Both the groups were asked to carry out 5 types of core stability exercises thrice a week for 6 weeks (total of 18 sessions)(22). The intensity of the exercise program was advanced every 2 weeks.
Curl-up: The participant was on the supine position with knees bent and feet flat on the ground. Hands were clasped in back of the head. The subject Slowly lifting the thoracic spine so that the scapulae were off the floor with keeping abdominal muscles draw in. The subjects performed the curl-up both on the floor (stable status) and with a balance cushion (unstable status).
Pelvic bridging: The participant was lying in the supine position with arms out to the side, feet flat on the ground, knees flexed at 90° and toes facing forward. The participant lifted the pelvis to degree hip flexion get zero. The participant carried out the pelvic bridge position on the ground (stable status) and with the feet and trunk on the balance cushion (unstable status).
Prone plank: The participant assumes a prone position on the ground with elbows were below the shoulders and the brachiums were vertical to the ground, while only the toes and forearms were palpating the ground. The participant carried out the prone plank motion on the ground (stable status) and with the forearms and toes on a balance cushion (unstable status).
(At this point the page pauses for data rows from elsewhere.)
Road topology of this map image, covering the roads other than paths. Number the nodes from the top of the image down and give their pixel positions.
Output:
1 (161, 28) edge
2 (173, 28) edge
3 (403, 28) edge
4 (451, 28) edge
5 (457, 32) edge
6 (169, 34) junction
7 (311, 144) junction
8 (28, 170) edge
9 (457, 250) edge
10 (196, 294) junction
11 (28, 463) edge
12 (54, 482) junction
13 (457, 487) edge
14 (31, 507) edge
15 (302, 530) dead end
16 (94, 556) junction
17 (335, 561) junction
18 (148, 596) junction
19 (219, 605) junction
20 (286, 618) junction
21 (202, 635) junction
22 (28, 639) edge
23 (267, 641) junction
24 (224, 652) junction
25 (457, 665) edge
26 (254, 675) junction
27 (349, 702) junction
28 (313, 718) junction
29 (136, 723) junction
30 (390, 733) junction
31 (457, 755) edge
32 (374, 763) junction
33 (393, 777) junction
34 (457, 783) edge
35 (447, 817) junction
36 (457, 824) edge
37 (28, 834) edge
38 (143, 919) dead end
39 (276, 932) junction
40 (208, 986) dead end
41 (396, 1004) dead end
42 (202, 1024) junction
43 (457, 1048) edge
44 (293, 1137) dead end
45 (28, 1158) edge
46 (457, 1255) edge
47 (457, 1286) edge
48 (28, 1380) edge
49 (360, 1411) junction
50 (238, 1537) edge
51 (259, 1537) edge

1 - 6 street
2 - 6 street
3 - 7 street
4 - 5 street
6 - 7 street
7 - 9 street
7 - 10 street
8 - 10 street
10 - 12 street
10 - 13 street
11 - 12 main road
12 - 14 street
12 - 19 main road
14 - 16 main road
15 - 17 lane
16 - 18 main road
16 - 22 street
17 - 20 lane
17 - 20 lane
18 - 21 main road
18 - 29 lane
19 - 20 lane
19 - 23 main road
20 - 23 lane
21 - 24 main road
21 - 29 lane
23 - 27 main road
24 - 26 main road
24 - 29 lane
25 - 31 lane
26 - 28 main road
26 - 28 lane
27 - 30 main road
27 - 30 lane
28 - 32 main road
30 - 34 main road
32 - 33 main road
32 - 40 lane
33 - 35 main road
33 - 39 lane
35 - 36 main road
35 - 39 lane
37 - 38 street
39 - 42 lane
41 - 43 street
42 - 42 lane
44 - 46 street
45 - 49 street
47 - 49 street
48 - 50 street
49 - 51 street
Side plank: The participant assumes a side plank position with elbow below the shoulder and brachiums vertical to the floor. The participant lift the pelvis off the ground such that that the body aligned in a straight line, supporting points were on elbow and feet. Subjects carried out the side plank on the ground (stable status) and with the elbow and feet on the balance cushion (unstable status).
Bird-Dog: The participants were placed in a quadruped position and were requested them to raise the upper limb directly, whilst concurrently raising the opposite lower limb as well as keep it direct. In this position, participants held their pelvis in a neutral position and also were breathing as normal. Participants performed the bird-dog on the floor (stable status) and with a balance cushion (unstable status).(16, 17, 23).
For the data analysis, SPSS version 23 software was used. The normality of all variables was performed by Shapiro-Wilk test. The demographic characteristics (age, height, weight, pain intensity and oswestry disability index) were not significant differences between the two groups (P > 0.05) (Table1). The independent t-test and Mann-Whitney U test were used to compare the size of the muscles, before and after the trunk stabilization exercises, between the two experimental groups for parametric and nonparametric data, respectively. The paired t-test and Wilcoxon test were used to analyze the muscle size in each group, before and after the trunk stabilization exercises for parametric and nonparametric data, respectively. The statistical significance level was accepted A p-value lower than 0.05.